Oleh: Susi Ivvaty, Ingki Rinaldi
Malam itu, penjual CD/VCD/DVD sepertinya mengerti bahwa tikar-tikar di depannya diduduki oleh wajah-wajah dewasa, kira-kira berusia 35 tahun ke atas. Udara dingin, kopi tubruk, dan jagung bakar menjadi pas ditemani oleh lagu-lagu lawas Iwan. Penjual cakram kompak itu membawa para ”tamu” Kanal Banjir Timur (KBT) kembali ke masa lalu.
Biar tahu biar rasa/
Maka tersenyumlah kasih/
Tetap langkah jangan hentikan/
Cinta ini milik kita//
Kali ini, lagu Iwan yang berjudul ”Buku Ini Aku Pinjam” itu mengalun. Mungkin berlebihan kalau dikatakan malam itu suasana mendadak romantis. Namun, itulah yang terjadi.
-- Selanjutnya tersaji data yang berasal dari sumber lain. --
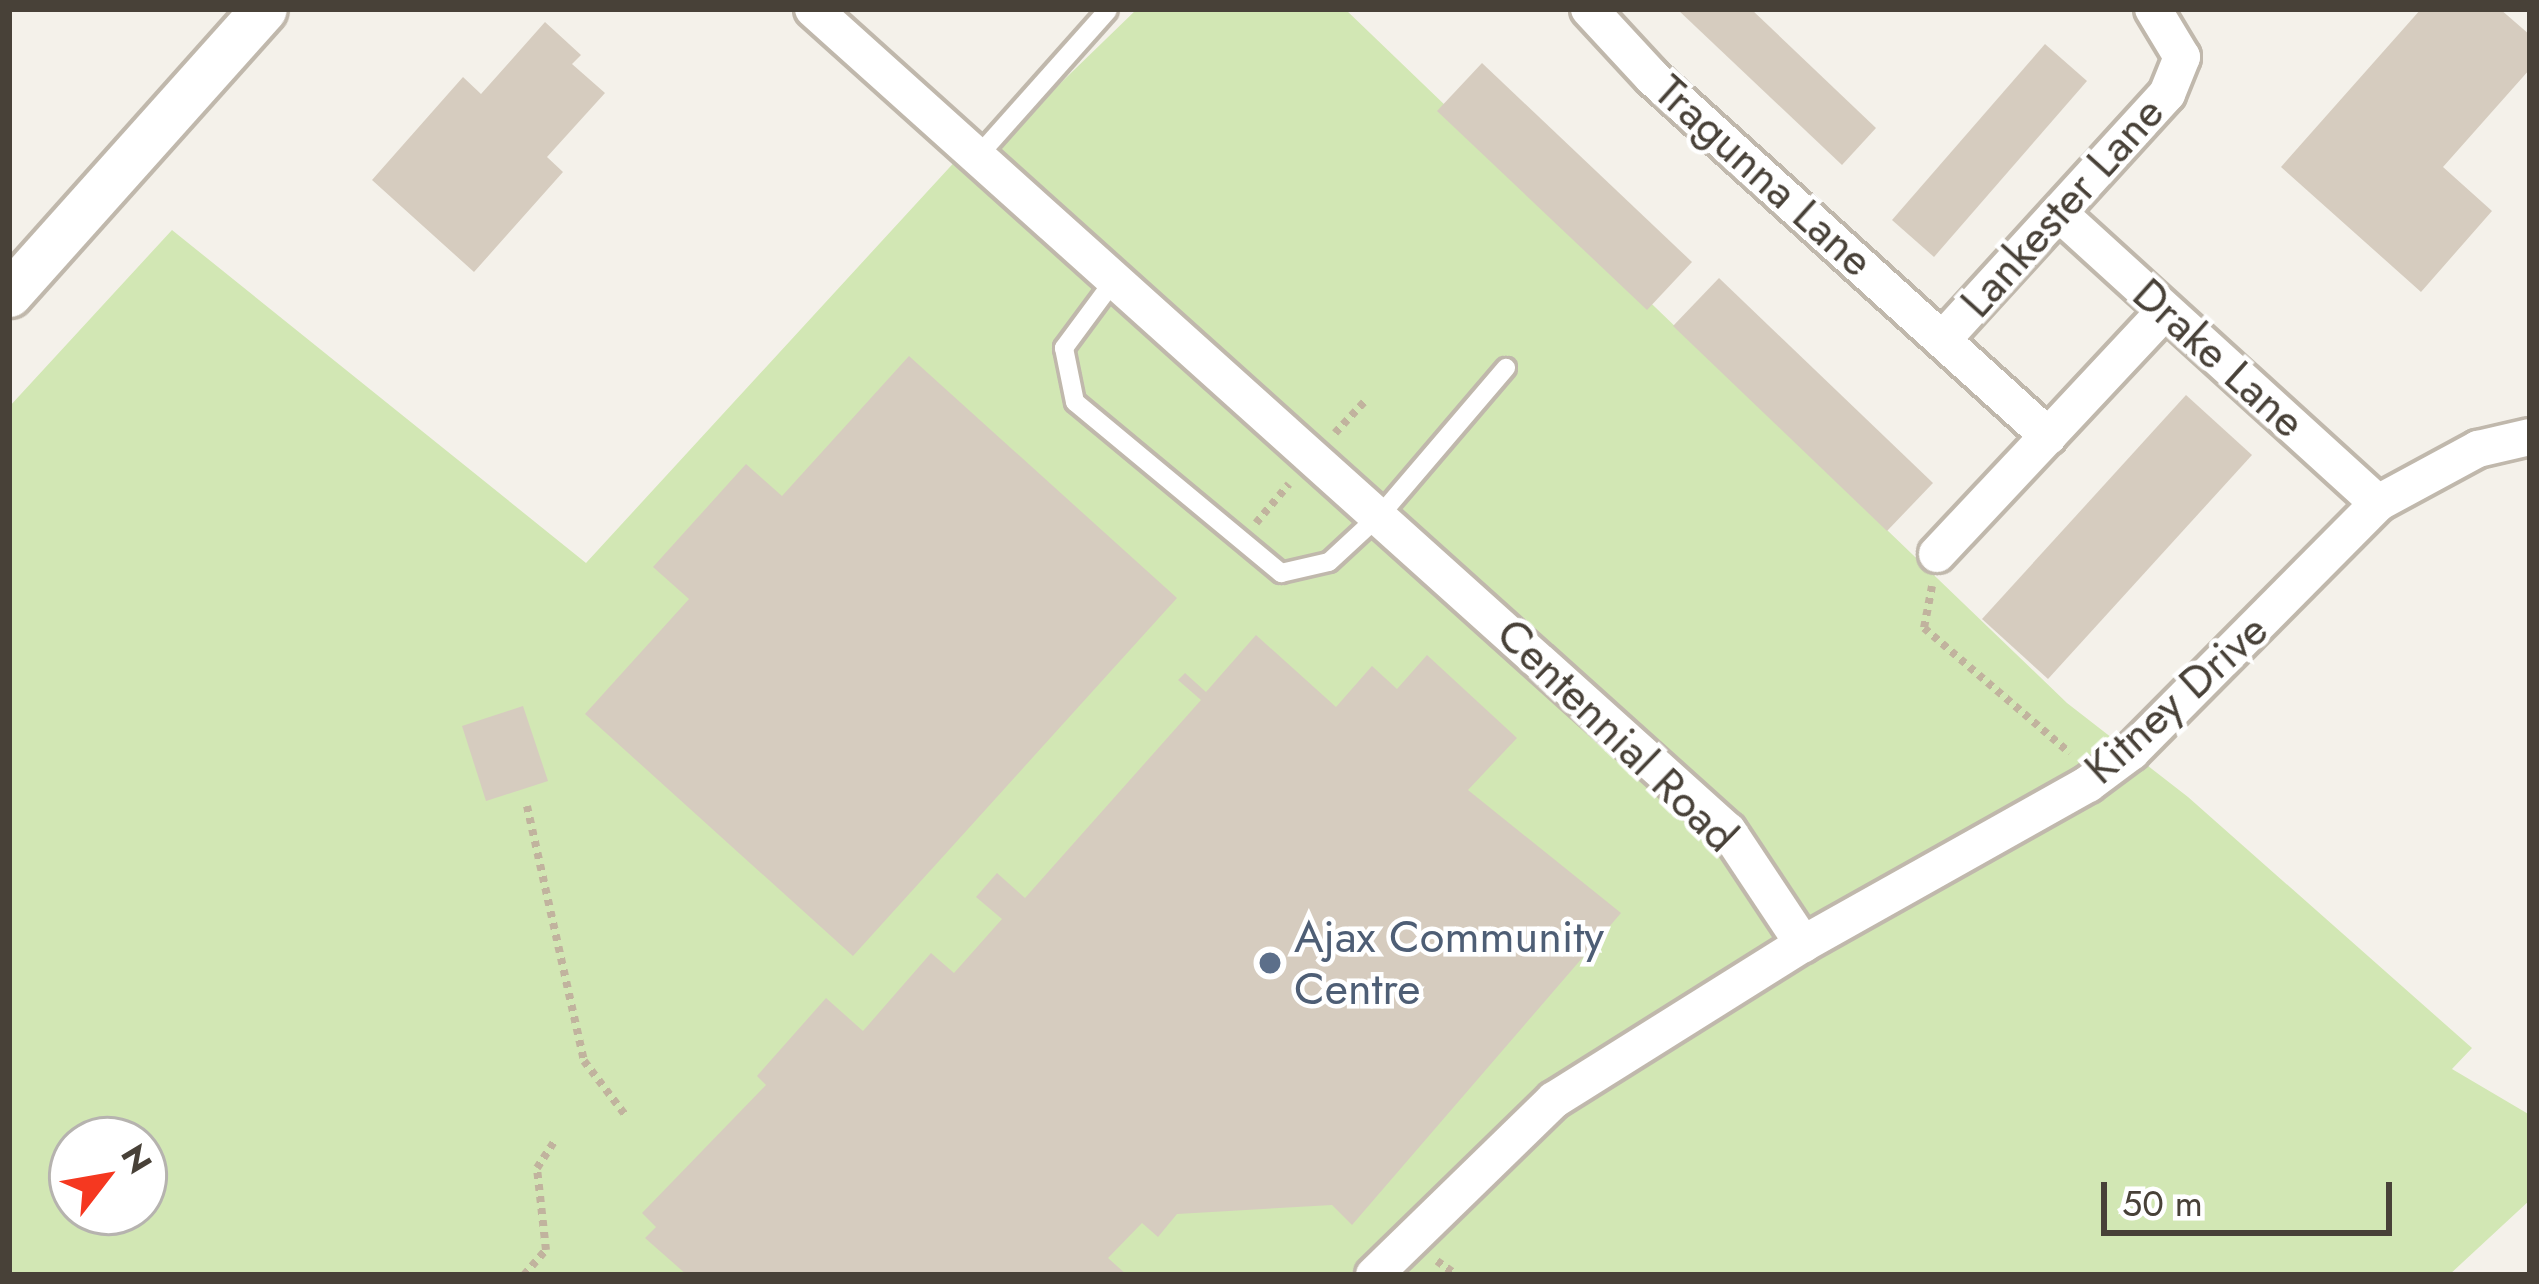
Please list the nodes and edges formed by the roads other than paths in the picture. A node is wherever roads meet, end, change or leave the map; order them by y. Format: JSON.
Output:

Memang romantis.
Tanggul ”sungai baru” yang dibangun untuk mengendalikan banjir di kawasan timur dan utara Jakarta itu, khususnya di ruas Cipinang hingga Pondok Bambu, malam itu sangat riuh.
Hampir tidak ada lahan kosong di pinggir kanal yang menyodet lima sungai di Jakarta Timur (Sungai Cipinang, Cakung, Sunter, Buaran, dan Jatikramat) itu. Lahan sepanjang sekitar 3 kilometer itu dimanfaatkan warga untuk berdagang, mulai dari bakso, sate, jagung bakar, hingga jaket kulit, handuk, pembungkus ponsel, dan mainan anak-anak.
Sepasang kekasih saling menyuapi mi goreng di lapak Bu Sumarni. Kemesraan yang sederhana, namun terasa asyik. Sehabis hujan, tidak terlalu banyak nyamuk yang mengganggu.
Sumarni terlihat sangat sibuk. Pedagang asal Tegal ini menjual teh poci, mi rebus/goreng, dan makanan hangat lain. ”Makin malam makin ramai, Mbak, apalagi malam Minggu. Hari biasa saja bisa sampai jam satu dini hari,” katanya.
Di lapak lain, di sisi utara KBT yang berbatasan dengan Jalan Basuki Rahmat, tanah kosong untuk nongkrong lebih luas lagi. Jalan di inspeksi tanggul ini (seharusnya) bebas dari kendaraan bermotor dan dimanfaatkan untuk jalur sepeda atau tempat bermain. Sekelompok anak muda tidur-tiduran telentang memandang langit sambil bercerita. Sesekali mereka tertawa.
Joni, Adi, dan Koko memilih duduk di tikar yang menjorok ke sungai. Sambil minum kopi dan mengisap rokok, tiga pengawas Apartemen Kasablanka di Jalan Pahlawan Revolusi, Klender, itu asyik ngobrol.
”Kebetulan jam kerja kami bareng, jadi pulang kerja mampir dulu ke sini. Hiburan sederhana, ha-ha-ha,” kata Joni.
Di tempat lain
Tidak hanya di pinggir KBT, kehangatan serupa juga terasa di mulut Perumahan Puri Beta, Ciledug, Tangerang, yang kini menjadi semacam taman rekreasi. Di sana ada kolam renang, juga beberapa kedai beragam makanan. Namun, daya tarik utama adalah lahan berumput, rindang pepohonan, yang memang jadi barang langka di kawasan itu.
Pagi hari, khususnya di hari libur, banyak warga berolahraga atau sekadar berjalan-jalan bersama keluarga. Jajanan kaki lima seperti gayung bersambut ikut menyemarakkan suasana. Hiburan berupa komidi putar yang kerap kali hadir di sana juga membuat tempat itu makin kentara sebagai kawasan hiburan warga sekitar.
Sore sampai malam hari, para remaja yang datang dengan sepeda kayuh atau sepeda motor nongkrong dan bercengkerama di kawasan yang juga menjadi salah satu pusat penjualan onderdil dan pernak-pernik sepeda motor itu. Lalu lalang mereka bahkan sering membuat kemacetan lalu lintas.